● About this exercise: Give back exactly the line containing "Instruction: Build a" together with all the lines after it, ending at the final line below.

[Collected data]
* * * * * * *

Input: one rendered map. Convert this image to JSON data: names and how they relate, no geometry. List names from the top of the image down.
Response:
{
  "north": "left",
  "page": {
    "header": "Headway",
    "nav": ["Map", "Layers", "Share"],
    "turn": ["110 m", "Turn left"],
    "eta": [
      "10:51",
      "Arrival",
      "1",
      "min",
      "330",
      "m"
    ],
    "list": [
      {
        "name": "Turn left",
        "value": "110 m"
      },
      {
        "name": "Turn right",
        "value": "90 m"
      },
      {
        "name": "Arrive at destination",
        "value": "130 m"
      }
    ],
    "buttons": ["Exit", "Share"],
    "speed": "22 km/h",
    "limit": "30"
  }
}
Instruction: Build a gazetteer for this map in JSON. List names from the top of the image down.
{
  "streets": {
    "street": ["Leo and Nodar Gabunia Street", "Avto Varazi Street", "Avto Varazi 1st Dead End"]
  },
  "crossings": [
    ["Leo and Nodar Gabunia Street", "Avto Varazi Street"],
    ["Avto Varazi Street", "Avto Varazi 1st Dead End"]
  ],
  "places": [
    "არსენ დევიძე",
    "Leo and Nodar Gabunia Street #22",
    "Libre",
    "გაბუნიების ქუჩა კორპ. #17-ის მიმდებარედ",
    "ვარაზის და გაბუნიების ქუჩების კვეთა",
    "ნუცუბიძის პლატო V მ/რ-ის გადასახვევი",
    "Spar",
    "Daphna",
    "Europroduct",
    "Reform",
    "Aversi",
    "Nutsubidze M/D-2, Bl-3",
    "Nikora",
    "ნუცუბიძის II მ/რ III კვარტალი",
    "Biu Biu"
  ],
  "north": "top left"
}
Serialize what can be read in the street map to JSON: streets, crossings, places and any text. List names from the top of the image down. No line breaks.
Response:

* * * * * * *

● Answer to this exercise:
Instruction: Build a gazetteer for this map in JSON. List names from the top of the image down.
{
  "streets": {
    "street": ["Leo and Nodar Gabunia Street", "Avto Varazi Street", "Avto Varazi 1st Dead End"]
  },
  "crossings": [
    ["Leo and Nodar Gabunia Street", "Avto Varazi Street"],
    ["Avto Varazi Street", "Avto Varazi 1st Dead End"]
  ],
  "places": [
    "არსენ დევიძე",
    "Leo and Nodar Gabunia Street #22",
    "Libre",
    "გაბუნიების ქუჩა კორპ. #17-ის მიმდებარედ",
    "ვარაზის და გაბუნიების ქუჩების კვეთა",
    "ნუცუბიძის პლატო V მ/რ-ის გადასახვევი",
    "Spar",
    "Daphna",
    "Europroduct",
    "Reform",
    "Aversi",
    "Nutsubidze M/D-2, Bl-3",
    "Nikora",
    "ნუცუბიძის II მ/რ III კვარტალი",
    "Biu Biu"
  ],
  "north": "top left"
}
Serialize what can be read in the street map to JSON: streets, crossings, places and any text. List names from the top of the image down. No line breaks.
Response:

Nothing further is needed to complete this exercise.